混合農業の特徴をわかりやすく解説!知っておくべきメリットとは?
どうも、ひろです。
今回は混合農業についてまとめていきたいと思います。
混合農業は、なんか農作物の栽培もしたり、家畜の飼育もしたりと忙しそうな農業というイメージがありますね。
でも、混合農業を行っている地域があるということは、何かしらのメリットがあるはずです。
今回は、混合農業のメリットや歴史も含めて解説していきますが、メリットや歴史を知れば自ずと混合農業の特徴も掴めてきます。
というわけで、混合農業に関する知識を身につけていきましょう。
混合農業の特徴
混合農業とは、作物と家畜の飼育の両方を行っている商業的な農業です。
色々な作物を混合して生産しているので、混合農業というわけです。
- 夏作物
- 牧草
- 冬作物
- 根菜類
混合農業では、この4つを交代で育てていきます。
このように同じ耕地に、種類の異なる作物を一定の順番で栽培していくことを輪作と言います。
毎回育てる作物を変えていくのは、一見面倒くさそうに思えますが、輪作を行わなければいけない理由があります。
それは、地力の消耗を抑えるためです。
地力(ちりょく)とは、土地が持っている作物を育てる能力のこと。
簡単に説明すると、小麦が育つのに必要な栄養素、かぶが育つのに必要な栄養素というように、同じ作物が必要な栄養素は同じです。
なので、同じ土地でずっと同じ作物を育てていると、特定の栄養素だけどんどん植物に吸収されて、土壌から消えていってしまいます。
そうなると、その作物は育ちが悪くなり、収穫量が減ってしまい困るわけです。
それを防ぐために、別々の種類の作物を順番に育てることで、特定の栄養素が減らないように工夫しているわけです。
中世のヨーロッパでは、冬作物・夏作物・休閑(何も育てない)の3つをぐるぐる回す三圃式(さんぽ)農業というやり方で農業を行っていました。

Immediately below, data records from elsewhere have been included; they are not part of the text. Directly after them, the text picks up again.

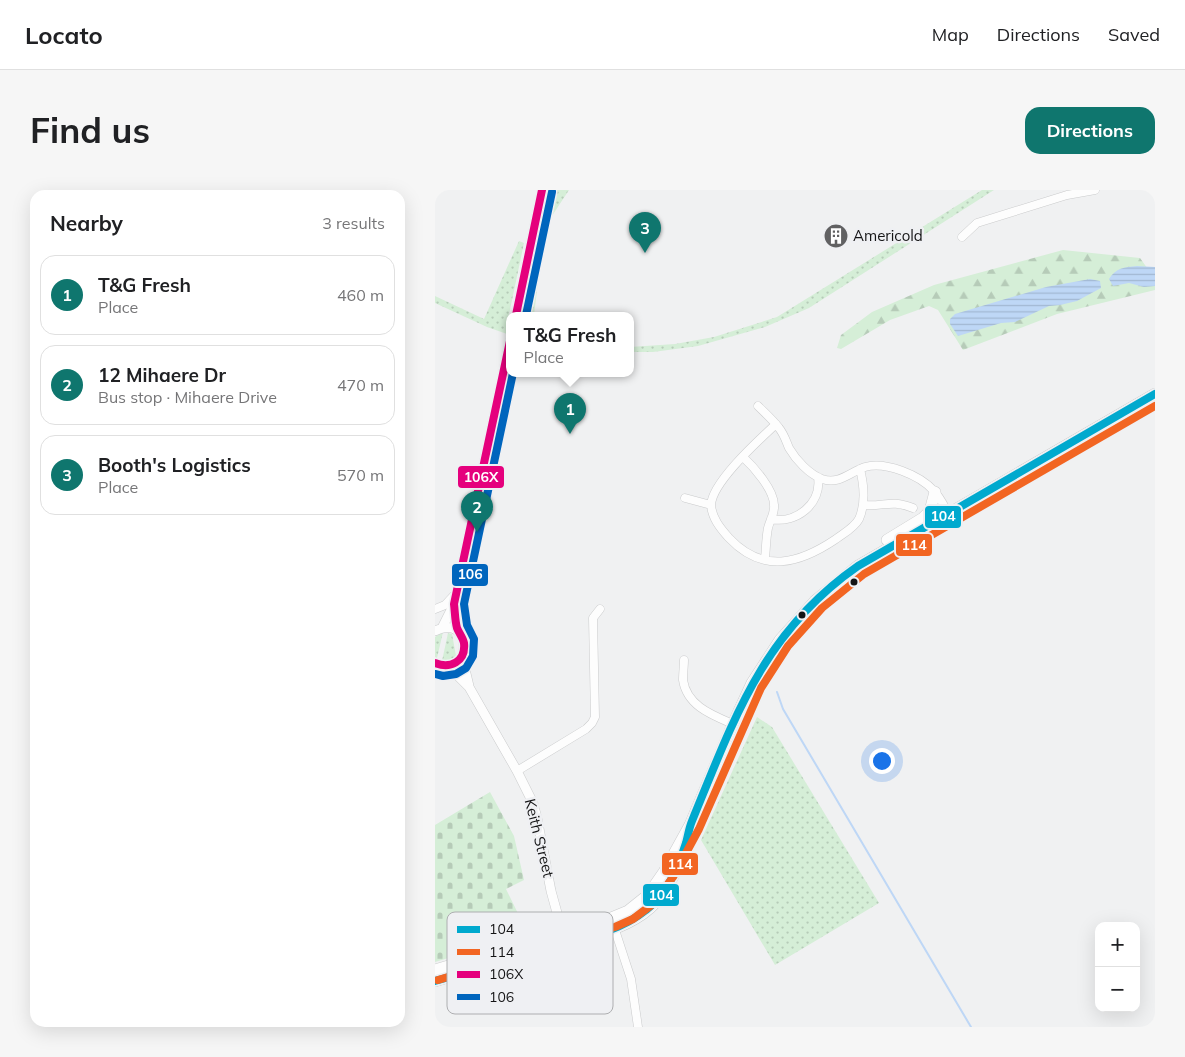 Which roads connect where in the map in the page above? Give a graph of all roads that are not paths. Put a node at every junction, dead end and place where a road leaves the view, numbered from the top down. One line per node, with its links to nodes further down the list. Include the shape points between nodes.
1 (542, 190): 4 (main road)
2 (1095, 190): 3 (street, via 1067,194 977,223)
3 (962, 237)
4 (517, 312)
5 (506, 359): 21 (main road)
6 (1155, 394): 17 (highway)
7 (758, 406): 8 (street)
8 (776, 424): 9 (street); 11 (street, via 793,454)
9 (743, 457): 14 (street, via 714,492); 18 (street, via 755,468 769,490 775,506)
10 (860, 469): 11 (street, via 839,480); 12 (street, via 874,465 899,470 915,476); 15 (street, via 864,487)
11 (818, 477): 18 (street, via 815,498 804,512 791,519)
12 (935, 492): 17 (street); 20 (highway, via 930,511 923,518 876,547)
13 (685, 498): 14 (street)
14 (711, 505): 19 (street, via 714,519 737,547 751,556)
15 (863, 506): 16 (street, via 900,503); 19 (street, via 852,528 826,545 796,560)
16 (913, 508)
17 (948, 513): 20 (highway)
18 (771, 519): 19 (street)
19 (765, 559)
20 (857, 566): 32 (highway, via 815,601 780,640 752,683)
21 (457, 592): 22 (main road); 23 (street, via 445,605)
22 (454, 604): 25 (main road); 26 (main road, Keith Street)
23 (435, 609)
24 (600, 609): 33 (street, via 593,618 595,716 592,723)
25 (438, 627): 26 (main road)
26 (459, 633): 27 (main road, Keith Street, via 464,642)
27 (462, 657): 30 (main road, via 456,664); 31 (main road, Keith Street)
28 (684, 660): 32 (street, via 683,680 695,704)
29 (435, 663): 30 (main road)
30 (448, 666): 31 (main road, Keith Street)
31 (469, 687): 33 (main road, Keith Street)
32 (733, 724): 35 (highway, via 690,825 663,872 649,895)
33 (517, 770): 34 (main road, Keith Street, via 533,803)
34 (557, 912)
35 (613, 923): 38 (street, via 631,979)
36 (447, 977): 37 (highway)
37 (435, 981)
38 (637, 1027) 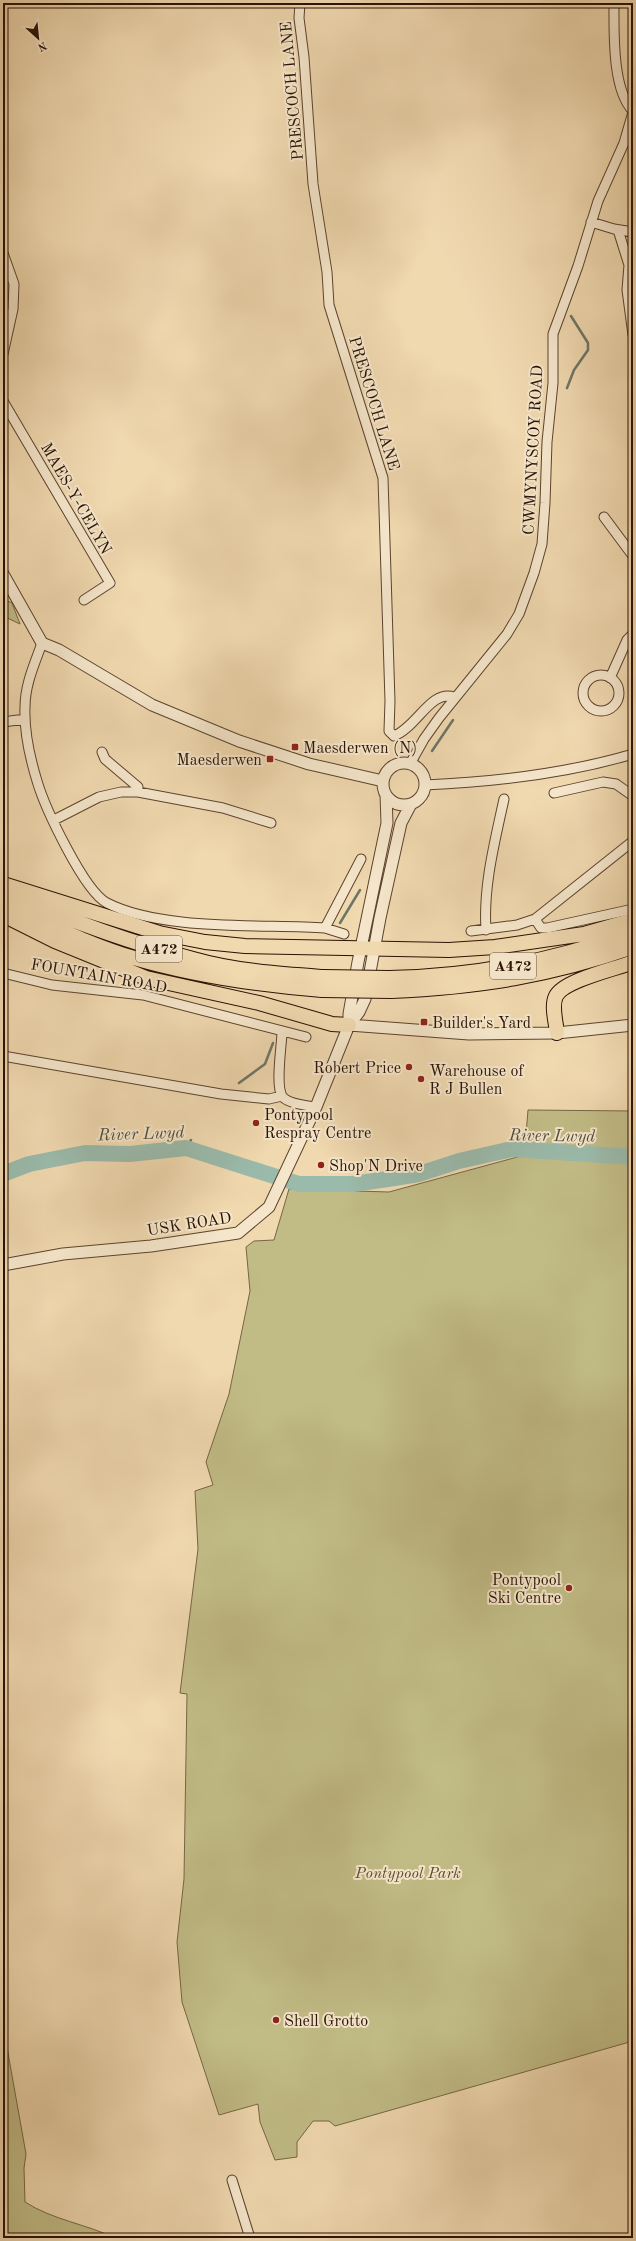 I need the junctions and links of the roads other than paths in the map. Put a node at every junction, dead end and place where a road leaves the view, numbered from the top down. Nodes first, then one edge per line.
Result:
1 (300, 3) edge
2 (614, 3) edge
3 (633, 112) edge
4 (591, 222) junction
5 (632, 229) edge
6 (618, 230) junction
7 (3, 253) edge
8 (633, 335) edge
9 (3, 354) edge
10 (3, 401) edge
11 (604, 517) dead end
12 (633, 556) edge
13 (3, 574) edge
14 (84, 600) dead end
15 (633, 634) edge
16 (42, 643) junction
17 (610, 678) dead end
18 (454, 697) junction
19 (25, 719) junction
20 (3, 722) edge
21 (102, 752) dead end
22 (633, 754) edge
23 (410, 764) junction
24 (384, 781) junction
25 (425, 785) junction
26 (138, 792) junction
27 (554, 793) dead end
28 (386, 794) junction
29 (633, 796) edge
30 (504, 799) dead end
31 (411, 804) junction
32 (54, 820) junction
33 (271, 823) dead end
34 (633, 841) edge
35 (361, 859) dead end
36 (3, 884) edge
37 (3, 892) edge
38 (3, 906) edge
39 (633, 909) edge
40 (3, 914) edge
41 (535, 919) junction
42 (633, 920) edge
43 (325, 928) junction
44 (486, 930) junction
45 (472, 931) dead end
46 (633, 933) edge
47 (344, 934) dead end
48 (367, 947) junction
49 (633, 947) edge
50 (633, 962) edge
51 (3, 973) edge
52 (323, 983) junction
53 (390, 985) junction
54 (349, 1025) junction
55 (633, 1025) edge
56 (282, 1031) junction
57 (557, 1033) junction
58 (306, 1037) dead end
59 (3, 1056) edge
60 (282, 1096) junction
61 (316, 1108) junction
62 (3, 1265) edge
63 (232, 2180) dead end
64 (250, 2238) edge

1 - 18 street, PRESCOCH LANE
2 - 3 street
3 - 4 street, CWMYNYSCOY ROAD
4 - 6 street
4 - 18 street, CWMYNYSCOY ROAD
5 - 6 street
6 - 8 street
7 - 9 street
10 - 14 street, MAES-Y-CELYN
11 - 12 street
13 - 16 street
15 - 17 street
16 - 19 street
16 - 24 street
18 - 23 street, CWMYNYSCOY ROAD
19 - 20 street
19 - 32 street
21 - 26 street
22 - 25 street
23 - 24 street
23 - 25 street
24 - 28 street
25 - 31 street
26 - 32 street
26 - 33 street
27 - 29 street
28 - 31 street
28 - 48 street
30 - 44 street
31 - 48 street
32 - 43 street
34 - 41 street
35 - 43 street
36 - 48 main road
37 - 52 main road, A472
38 - 52 main road, A472
39 - 41 street
40 - 54 main road
41 - 44 street
42 - 48 main road
43 - 47 street
44 - 45 street
46 - 53 main road, A472
48 - 54 street, USK ROAD
49 - 53 main road, A472
50 - 57 main road
51 - 56 street, FOUNTAIN ROAD
52 - 53 main road, A472, bridge
54 - 57 street
54 - 61 street, USK ROAD
55 - 57 street
56 - 58 street, FOUNTAIN ROAD
56 - 60 street
59 - 60 street
60 - 61 street
61 - 62 street, USK ROAD
63 - 64 street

しかし、近代以降、人口が増えてきた影響で、食料がもっと必要になってきました。
その上、アメリカやオーストラリアといった広大な土地をもつ新大陸で農業が盛んに行われるようになりました。大規模な資本を生かした企業的穀物・畑作農業です。
そうすると、広大な土地を生かした安価な穀物が大量に入ってくるようになります。
このままでは、安価な穀物に負けてしまう。
そう思ったヨーロッパの人々は、休閑をする期間をやめて、牧草や根菜類を育て始めるわけです。
クローバーなどの豆科の牧草は、空気中の窒素を取り込んで土の中に取り込んでくれる性質があります。
これによって、休閑しないでも、どんどん土壌の栄養分が蓄えられていくことになり、生産性は爆上がりしました。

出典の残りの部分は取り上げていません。